McGuire has been named Co-Chair of a Senate Working Group focused on energy and insurance stability. He will be helping lead the legislative discussion on power shutoffs, stabilizing California’s insurance market and wildfire resiliency.

“Holding PG&E accountable will be one of the top priorities of the legislature this coming year. We must expedite grid hardening, grid modernization and vegetation management around PG&E’s lines, especially in the most fire critical regions, which is most of the North Coast,” he said. “We must mandate a clear timeline for these critical improvements, we must protect seniors and the medically fragile, set new laws that require backup power for cell phone towers and we need to ensure the California Public Utilities Commission does their job and holds this utility accountable. Californians deserve so much better.”

Ana Matosantos testified at a Senate hearing Monday. She’s Gov. Gavin Newsom’s energy czar and also serves on a board overseeing the financial restructuring of Puerto Rico, including the island’s electric grid. “We don’t want Californians to think they’re living in Puerto Rico because they are not,” she said.

PG&E Chief Executive Officer William Johnson told the senators: “Repeatedly turning off power for millions of people in one of the most advanced economies in the world, even in the interest of safety, is not a sustainable solution to the wildfire threats we face.”

PG&E faces tough questions

California lawmakers heaped harsh criticism on PG&E for its massive power shutoffs, with some calling for a public takeover of the bankrupt utility.

Democratic Sen. Scott Wiener of San Francisco: “This company in my mind has forfeited its right to operate as an investor-owned utility.”

High hurdles and huge cost

The California Public Utilities Commission would have to revoke the utility’s franchise and the state would have to overcome the 5th Amendment, which prevents taking private property for public use without just compensation.

In a daylong Senate oversight hearing, PG&E Chief Executive Officer William Johnson said: “I do work for the shareholders, let’s not kid ourselves about that.”

He’d like to keep PG&E in private ownership but sought to strike a conciliatory tone, acknowledging that an Oct. 9 blackout affecting 2 million customers “wasn’t perfect.”
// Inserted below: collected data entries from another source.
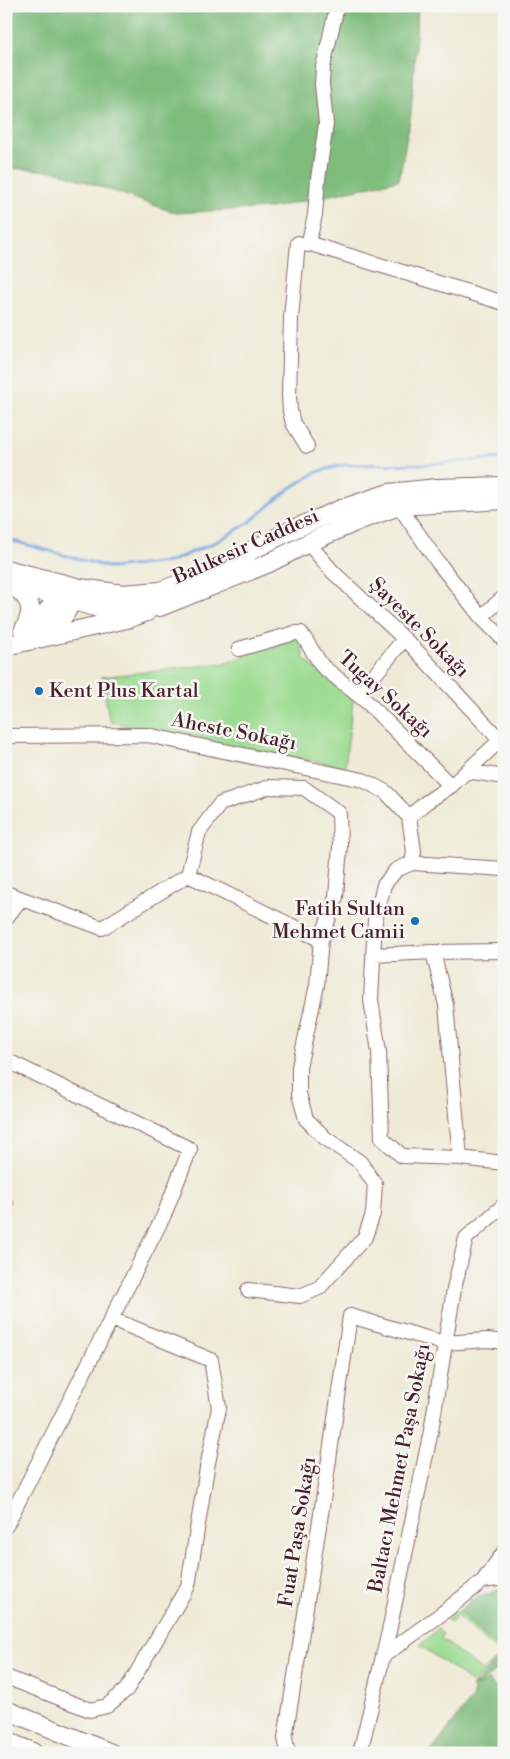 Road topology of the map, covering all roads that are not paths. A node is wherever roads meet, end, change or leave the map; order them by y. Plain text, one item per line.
1 (337, 6) edge
2 (307, 244) junction
3 (504, 303) edge
4 (307, 446) dead end
5 (504, 486) edge
6 (504, 500) edge
7 (399, 506) junction
8 (308, 543) junction
9 (7, 577) edge
10 (65, 593) junction
11 (504, 597) edge
12 (160, 599) junction
13 (480, 617) junction
14 (28, 635) junction
15 (404, 638) junction
16 (504, 640) edge
17 (6, 644) edge
18 (239, 649) dead end
19 (358, 695) junction
20 (6, 736) edge
21 (502, 740) edge
22 (468, 771) junction
23 (504, 777) edge
24 (452, 786) junction
25 (409, 817) junction
26 (412, 863) junction
27 (504, 869) edge
28 (188, 875) junction
29 (6, 893) edge
30 (21, 899) junction
31 (6, 918) edge
32 (321, 940) junction
33 (504, 951) edge
34 (433, 952) junction
35 (373, 955) junction
36 (6, 1060) edge
37 (460, 1158) junction
38 (504, 1163) edge
39 (504, 1206) edge
40 (248, 1290) dead end
41 (112, 1319) junction
42 (504, 1342) edge
43 (444, 1343) junction
44 (6, 1526) edge
45 (504, 1552) edge
46 (504, 1578) edge
47 (483, 1581) junction
48 (384, 1656) junction
49 (6, 1677) edge
50 (6, 1710) edge
51 (6, 1742) edge
52 (32, 1753) edge
53 (111, 1753) edge
54 (288, 1753) edge
55 (360, 1753) edge

1 - 2 street
2 - 3 street
2 - 4 street
5 - 12 main road, Balıkesir Caddesi
6 - 7 main road, Balıkesir Caddesi
7 - 8 main road, Balıkesir Caddesi
7 - 13 street
8 - 12 main road, Balıkesir Caddesi
8 - 15 street, Şayeste Sokağı
9 - 10 main road, Balıkesir Caddesi
9 - 14 main road
10 - 12 main road, Balıkesir Caddesi
10 - 14 main road
11 - 13 street
12 - 14 main road
13 - 16 street
14 - 17 main road
15 - 19 street
15 - 21 street, Şayeste Sokağı
18 - 19 street, Tugay Sokağı
19 - 24 street, Tugay Sokağı
20 - 25 street, Aheste Sokağı
21 - 22 street
22 - 23 street
22 - 24 street
24 - 25 street
25 - 26 street
26 - 27 street
26 - 35 street
28 - 30 street
28 - 32 street
28 - 32 street
29 - 30 street
30 - 31 street
32 - 40 street
33 - 34 street
34 - 35 street
34 - 37 street
35 - 37 street
36 - 41 street
37 - 38 street
39 - 43 street, Baltacı Mehmet Paşa Sokağı
41 - 44 street
41 - 49 street
42 - 43 street
43 - 48 street, Baltacı Mehmet Paşa Sokağı
43 - 54 street, Fuat Paşa Sokağı
45 - 47 street
46 - 47 street
47 - 48 street
48 - 55 street, Baltacı Mehmet Paşa Sokağı
50 - 53 main road
51 - 52 highway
He said the utility is working to reduce the blackout footprint by one-third by next year’s wildfire season, even as the wildfire risk has dramatically increased.
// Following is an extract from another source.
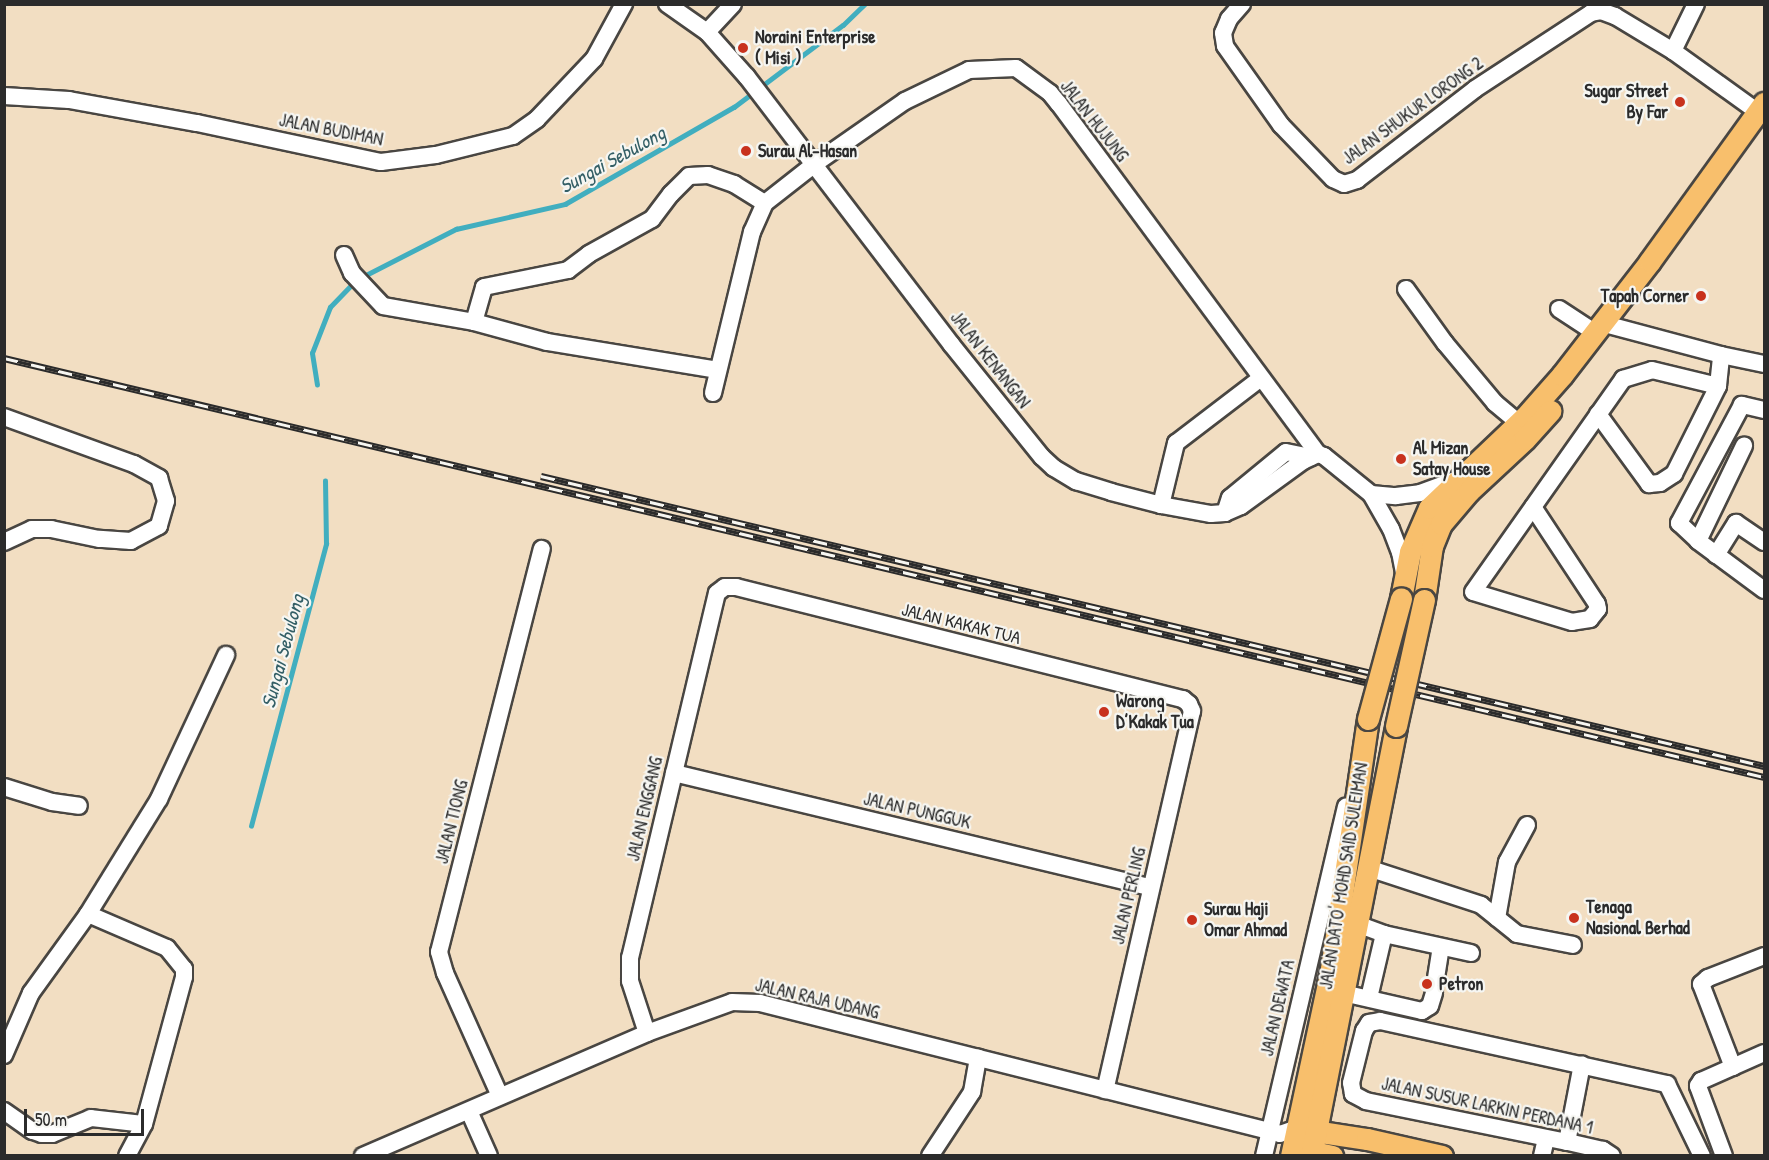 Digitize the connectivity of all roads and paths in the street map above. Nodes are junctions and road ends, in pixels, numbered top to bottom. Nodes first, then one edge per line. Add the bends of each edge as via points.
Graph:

Sen. Bill Dodd, a Napa Democrat said, “I looked at what happened on Oct. 9 as a big ‘screw you’ to your customers, to the Legislature, to the governor.”

McGuire, added, “You are behind in modernization, grid hardening and vegetation management.”

Johnson said the utility has invested $30 billion in its system over the past decade.

“Where did you spend that $30 billion?” asked Sen. John Moorlach, a skeptical Republican from Costa Mesa.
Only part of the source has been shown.